Here is an example of a dimension table inner join.
The source table shown in the example is a real-time order information table. It associates dimension table information through inner join. The syntax of dimension table join highlighted in yellow here. You can see that it is different from traditional batch processing in writing, with more for system_ Time as of this clause to indicate that it is a dimension table join operation. Every order message from the source table will trigger the dimension table operator to query the dimension table information, so it is called a lookup join.
（4） Window aggregation
Window aggregation is also a common operation. Flink SQL supports several common window types, such as tumble window, session window, hop window, and the newly introduced cumulate window.

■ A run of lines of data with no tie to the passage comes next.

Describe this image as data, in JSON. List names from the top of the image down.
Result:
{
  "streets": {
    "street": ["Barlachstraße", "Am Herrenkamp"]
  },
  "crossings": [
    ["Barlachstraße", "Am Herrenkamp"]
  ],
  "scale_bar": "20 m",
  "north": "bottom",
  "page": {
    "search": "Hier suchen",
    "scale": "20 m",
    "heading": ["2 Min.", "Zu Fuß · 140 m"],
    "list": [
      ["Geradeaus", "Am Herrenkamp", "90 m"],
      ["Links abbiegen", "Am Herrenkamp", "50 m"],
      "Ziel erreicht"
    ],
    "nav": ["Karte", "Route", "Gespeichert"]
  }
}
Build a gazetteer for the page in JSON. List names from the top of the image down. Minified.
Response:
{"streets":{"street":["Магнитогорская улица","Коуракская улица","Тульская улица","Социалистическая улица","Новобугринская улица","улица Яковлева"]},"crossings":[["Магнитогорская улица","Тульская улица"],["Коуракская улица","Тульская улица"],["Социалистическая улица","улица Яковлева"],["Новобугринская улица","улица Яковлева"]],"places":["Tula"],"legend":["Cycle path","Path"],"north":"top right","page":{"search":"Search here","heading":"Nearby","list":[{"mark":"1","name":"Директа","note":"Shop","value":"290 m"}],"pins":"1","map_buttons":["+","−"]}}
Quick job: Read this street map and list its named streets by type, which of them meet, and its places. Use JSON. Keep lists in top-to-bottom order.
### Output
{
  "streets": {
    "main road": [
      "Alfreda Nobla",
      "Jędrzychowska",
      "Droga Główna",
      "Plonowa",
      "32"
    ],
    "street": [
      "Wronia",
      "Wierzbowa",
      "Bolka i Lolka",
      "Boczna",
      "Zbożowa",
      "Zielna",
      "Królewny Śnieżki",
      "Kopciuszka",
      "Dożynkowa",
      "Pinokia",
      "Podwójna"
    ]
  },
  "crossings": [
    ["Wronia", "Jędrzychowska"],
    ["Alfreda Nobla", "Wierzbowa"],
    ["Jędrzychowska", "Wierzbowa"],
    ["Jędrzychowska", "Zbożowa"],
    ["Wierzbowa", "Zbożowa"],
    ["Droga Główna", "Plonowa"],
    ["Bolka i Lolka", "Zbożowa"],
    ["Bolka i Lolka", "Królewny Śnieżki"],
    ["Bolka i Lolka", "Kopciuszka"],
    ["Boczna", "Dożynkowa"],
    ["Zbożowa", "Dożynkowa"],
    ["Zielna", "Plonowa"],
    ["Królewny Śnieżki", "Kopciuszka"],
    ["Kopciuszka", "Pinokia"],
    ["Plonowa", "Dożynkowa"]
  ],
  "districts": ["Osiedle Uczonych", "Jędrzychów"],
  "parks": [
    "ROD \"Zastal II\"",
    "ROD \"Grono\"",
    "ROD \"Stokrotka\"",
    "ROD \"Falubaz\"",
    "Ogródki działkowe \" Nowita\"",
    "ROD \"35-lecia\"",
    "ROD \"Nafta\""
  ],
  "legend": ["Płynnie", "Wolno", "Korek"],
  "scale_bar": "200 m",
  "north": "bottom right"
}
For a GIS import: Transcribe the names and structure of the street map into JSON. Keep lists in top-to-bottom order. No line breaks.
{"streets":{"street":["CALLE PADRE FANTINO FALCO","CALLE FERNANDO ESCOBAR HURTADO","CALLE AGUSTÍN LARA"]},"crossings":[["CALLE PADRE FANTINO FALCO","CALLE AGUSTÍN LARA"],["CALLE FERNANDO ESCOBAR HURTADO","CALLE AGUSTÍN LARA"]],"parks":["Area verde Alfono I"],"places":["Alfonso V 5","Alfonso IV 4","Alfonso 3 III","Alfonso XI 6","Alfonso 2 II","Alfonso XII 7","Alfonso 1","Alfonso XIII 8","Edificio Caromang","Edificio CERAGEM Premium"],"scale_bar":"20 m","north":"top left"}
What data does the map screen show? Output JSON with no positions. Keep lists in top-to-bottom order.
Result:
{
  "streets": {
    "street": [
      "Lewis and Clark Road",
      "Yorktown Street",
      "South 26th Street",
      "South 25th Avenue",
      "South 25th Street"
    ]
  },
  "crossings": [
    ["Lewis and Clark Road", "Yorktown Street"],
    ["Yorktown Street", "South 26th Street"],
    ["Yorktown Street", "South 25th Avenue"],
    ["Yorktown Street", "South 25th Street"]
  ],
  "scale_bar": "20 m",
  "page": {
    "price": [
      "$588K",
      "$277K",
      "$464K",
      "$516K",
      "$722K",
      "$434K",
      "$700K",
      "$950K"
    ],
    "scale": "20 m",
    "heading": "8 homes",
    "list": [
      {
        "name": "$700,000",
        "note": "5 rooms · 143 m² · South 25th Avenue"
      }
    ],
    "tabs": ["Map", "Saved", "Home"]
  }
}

Tumble window can be understood as a fixed size time window, also known as rolling window. For example, there is no overlap between windows with fixed intervals of 5 minutes, 10 minutes or 1 hour.
The session window defines the range of a continuous event. A parameter in the window definition is called session gap, which means that if the interval between two data exceeds the defined time, the previous window will end and a new window will be generated at the same time.
Unlike scrolling windows, hop windows do not overlap, and windows of sliding windows can overlap. The sliding window has two parameters: size and slide. Size is the size of the window, and slide is the step size of each slide. If slide < size, the windows will overlap, and the same piece of data may be assigned to multiple windows; If slide = size, it is equivalent to tumble window. If slide > size, there is no overlap and gaps between windows.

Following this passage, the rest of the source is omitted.